His Highness had detained him after dismissing the Council, and it was as if to express an undiminished sense of esteem that he leaned upon the Scot's arm as they passed along the noble gallery leading to the main staircase, whilst graciously expressing his personal chagrin at the issue of the affair.

Nothing could have been more unexpected than Mr Law's reply. "If I share to the full your regret, monseigneur, it is only because I see you deprived of services by which I had counted upon resolving your grievous difficulties."

For a moment the Regent was taken aback by what he accounted an arrogant fatuity, and Mr Law was made aware of it by a lessening of the ducal weight upon his arm.

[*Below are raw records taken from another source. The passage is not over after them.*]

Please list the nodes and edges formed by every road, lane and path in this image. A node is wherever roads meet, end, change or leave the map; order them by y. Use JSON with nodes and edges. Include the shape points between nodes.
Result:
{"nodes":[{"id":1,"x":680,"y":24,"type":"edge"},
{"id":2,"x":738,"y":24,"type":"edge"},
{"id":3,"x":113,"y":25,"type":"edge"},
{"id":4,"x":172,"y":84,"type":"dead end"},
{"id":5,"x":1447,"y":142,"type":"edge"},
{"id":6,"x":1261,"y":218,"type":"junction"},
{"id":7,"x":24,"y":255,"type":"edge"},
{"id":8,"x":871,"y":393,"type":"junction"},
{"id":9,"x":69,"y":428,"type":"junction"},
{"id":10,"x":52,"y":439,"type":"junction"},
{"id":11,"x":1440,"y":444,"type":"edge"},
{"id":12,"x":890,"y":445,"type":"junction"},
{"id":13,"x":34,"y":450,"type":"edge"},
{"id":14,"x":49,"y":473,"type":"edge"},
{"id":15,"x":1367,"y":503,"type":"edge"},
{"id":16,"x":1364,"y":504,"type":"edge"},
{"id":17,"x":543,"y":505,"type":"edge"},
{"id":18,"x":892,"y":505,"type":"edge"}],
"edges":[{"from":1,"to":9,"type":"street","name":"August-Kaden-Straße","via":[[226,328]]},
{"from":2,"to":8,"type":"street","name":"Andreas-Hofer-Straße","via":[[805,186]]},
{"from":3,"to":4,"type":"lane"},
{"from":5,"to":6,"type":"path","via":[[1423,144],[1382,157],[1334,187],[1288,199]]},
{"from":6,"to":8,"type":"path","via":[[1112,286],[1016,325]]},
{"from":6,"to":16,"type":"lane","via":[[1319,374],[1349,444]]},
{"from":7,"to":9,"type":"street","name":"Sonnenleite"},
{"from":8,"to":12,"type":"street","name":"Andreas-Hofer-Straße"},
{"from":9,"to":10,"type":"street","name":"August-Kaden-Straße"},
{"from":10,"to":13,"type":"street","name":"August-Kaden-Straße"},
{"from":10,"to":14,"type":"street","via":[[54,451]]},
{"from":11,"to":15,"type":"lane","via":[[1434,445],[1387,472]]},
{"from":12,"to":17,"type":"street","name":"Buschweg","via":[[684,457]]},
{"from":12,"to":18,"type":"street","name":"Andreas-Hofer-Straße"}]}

"Ah!" His Highness drew breath audibly, and there was a pause before he added in a cooler voice: "at least you relieve me of the fear that you have suffered a disappointment. But let us not yet despair. It may well be that with the increasing embarrassment in our affairs which seems inevitable, these gentlemen may be brought to reconsider today's unfortunate decision."

They were within a dozen paces of the head of the great staircase. The Duke checked. "Meanwhile, do you ask for nothing?"

"I thank Your Highness." Mr Law bowed under those friendly eyes. "I am in need of nothing."

"Corbleu!" The Regent's smile broadened. "To hear a man say that, is to renew my faith in human nature. I trust that you do not yet think of leaving us."

"Not until Your Highness tells me that I can be of no service."

"Faith, I hope that I shall never tell you that." He moved on again towards the wide marble stairs, where an officer was in attendance. "Here is Major de Contades. He will accompany you. You shall hear from me soon again. Meanwhile, my dear Baron, in any need remember that I am here with an undischarged obligation."

Thus dismissed, Mr Law departed, not without hope.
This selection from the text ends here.